Jose Altuve’s 2014 season was full of notable moments, but two in particular stand out.

The first is his 211th hit of the season, a neat single up the middle in the seventh inning of a Sept. 16 game against the Indians, which broke the Astros’ franchise record, set 16 years earlier by Craig Biggio. Altuve would finish the season with 225 hits, the most in the majors in five years. But this particular grounder into center, off a slider from eventual American League Cy Young winner Corey Kluber at Minute Maid Park, is the one he’ll remember the season by.

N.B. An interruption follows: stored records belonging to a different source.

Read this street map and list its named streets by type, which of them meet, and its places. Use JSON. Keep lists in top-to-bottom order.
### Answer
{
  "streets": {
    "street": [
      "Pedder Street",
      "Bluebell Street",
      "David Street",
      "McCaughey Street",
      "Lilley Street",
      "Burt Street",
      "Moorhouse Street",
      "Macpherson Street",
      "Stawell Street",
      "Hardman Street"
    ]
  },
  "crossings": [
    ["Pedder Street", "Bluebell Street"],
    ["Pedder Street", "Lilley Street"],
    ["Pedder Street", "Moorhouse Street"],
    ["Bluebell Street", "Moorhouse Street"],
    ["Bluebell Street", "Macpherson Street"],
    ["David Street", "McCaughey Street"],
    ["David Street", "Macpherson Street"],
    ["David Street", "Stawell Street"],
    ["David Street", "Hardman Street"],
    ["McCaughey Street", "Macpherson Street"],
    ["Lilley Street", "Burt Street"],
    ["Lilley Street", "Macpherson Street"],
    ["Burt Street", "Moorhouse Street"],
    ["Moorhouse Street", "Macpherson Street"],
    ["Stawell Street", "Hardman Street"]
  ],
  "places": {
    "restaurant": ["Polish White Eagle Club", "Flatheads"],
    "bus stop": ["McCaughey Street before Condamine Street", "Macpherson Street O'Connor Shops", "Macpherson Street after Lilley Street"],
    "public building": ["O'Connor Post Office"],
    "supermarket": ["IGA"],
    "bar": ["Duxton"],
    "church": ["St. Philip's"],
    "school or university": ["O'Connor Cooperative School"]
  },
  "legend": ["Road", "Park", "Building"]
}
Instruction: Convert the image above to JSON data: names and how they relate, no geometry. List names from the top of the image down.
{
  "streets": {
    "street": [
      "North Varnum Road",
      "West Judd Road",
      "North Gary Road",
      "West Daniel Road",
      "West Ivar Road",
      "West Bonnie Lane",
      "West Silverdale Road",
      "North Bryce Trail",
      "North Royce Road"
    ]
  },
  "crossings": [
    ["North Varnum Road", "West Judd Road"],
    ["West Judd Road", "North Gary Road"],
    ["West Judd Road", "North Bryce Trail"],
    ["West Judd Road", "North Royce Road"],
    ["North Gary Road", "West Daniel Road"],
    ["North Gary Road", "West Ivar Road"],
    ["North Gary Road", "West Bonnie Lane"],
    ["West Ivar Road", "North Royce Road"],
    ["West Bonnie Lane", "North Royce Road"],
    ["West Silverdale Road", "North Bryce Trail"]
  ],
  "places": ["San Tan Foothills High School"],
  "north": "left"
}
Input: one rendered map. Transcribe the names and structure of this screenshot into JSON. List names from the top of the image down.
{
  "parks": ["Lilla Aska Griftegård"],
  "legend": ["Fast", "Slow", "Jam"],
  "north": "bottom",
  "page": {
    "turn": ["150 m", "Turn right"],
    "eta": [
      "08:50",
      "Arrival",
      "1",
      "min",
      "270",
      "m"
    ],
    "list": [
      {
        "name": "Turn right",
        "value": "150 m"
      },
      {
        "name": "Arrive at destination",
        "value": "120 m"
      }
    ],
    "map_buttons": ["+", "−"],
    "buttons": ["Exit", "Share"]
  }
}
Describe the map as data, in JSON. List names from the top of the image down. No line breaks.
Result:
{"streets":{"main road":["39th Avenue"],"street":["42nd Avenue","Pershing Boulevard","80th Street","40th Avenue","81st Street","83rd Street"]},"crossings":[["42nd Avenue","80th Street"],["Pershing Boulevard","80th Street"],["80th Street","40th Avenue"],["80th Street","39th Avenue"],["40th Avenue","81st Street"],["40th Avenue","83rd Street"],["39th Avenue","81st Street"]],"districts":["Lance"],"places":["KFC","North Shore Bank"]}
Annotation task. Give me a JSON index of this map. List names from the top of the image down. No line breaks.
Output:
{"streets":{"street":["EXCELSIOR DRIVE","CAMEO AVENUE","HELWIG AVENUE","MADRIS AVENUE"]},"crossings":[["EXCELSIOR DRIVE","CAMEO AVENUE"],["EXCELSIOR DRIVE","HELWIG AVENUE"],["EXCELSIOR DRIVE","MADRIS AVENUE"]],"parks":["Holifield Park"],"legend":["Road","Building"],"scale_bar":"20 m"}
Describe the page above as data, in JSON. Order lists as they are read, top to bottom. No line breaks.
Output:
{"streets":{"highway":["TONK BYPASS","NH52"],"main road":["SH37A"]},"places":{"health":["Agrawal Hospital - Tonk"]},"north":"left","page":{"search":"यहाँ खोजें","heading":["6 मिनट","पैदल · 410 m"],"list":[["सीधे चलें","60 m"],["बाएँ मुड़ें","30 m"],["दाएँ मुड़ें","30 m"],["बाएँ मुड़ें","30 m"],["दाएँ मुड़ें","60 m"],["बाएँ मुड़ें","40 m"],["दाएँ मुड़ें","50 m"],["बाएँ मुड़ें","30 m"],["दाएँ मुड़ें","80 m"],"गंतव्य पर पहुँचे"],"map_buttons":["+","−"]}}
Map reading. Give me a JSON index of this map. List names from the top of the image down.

The second moment came the following week, in the eighth inning of a close game against the Rangers. The Astros had a man on first with no outs and the hit-and-run was on; Roman Mendez fired a 93-mph fastball roughly at the level of Altuve’s helmet brim. Altuve, knowing he had to make contact to protect his teammate running from first, leaped a good foot into the air — and still managed to get his bat around in time to foul off the pitch. “Did he jump?” asked the delighted announcers in a video clip that went quickly and deservedly viral. “I think he jumped!”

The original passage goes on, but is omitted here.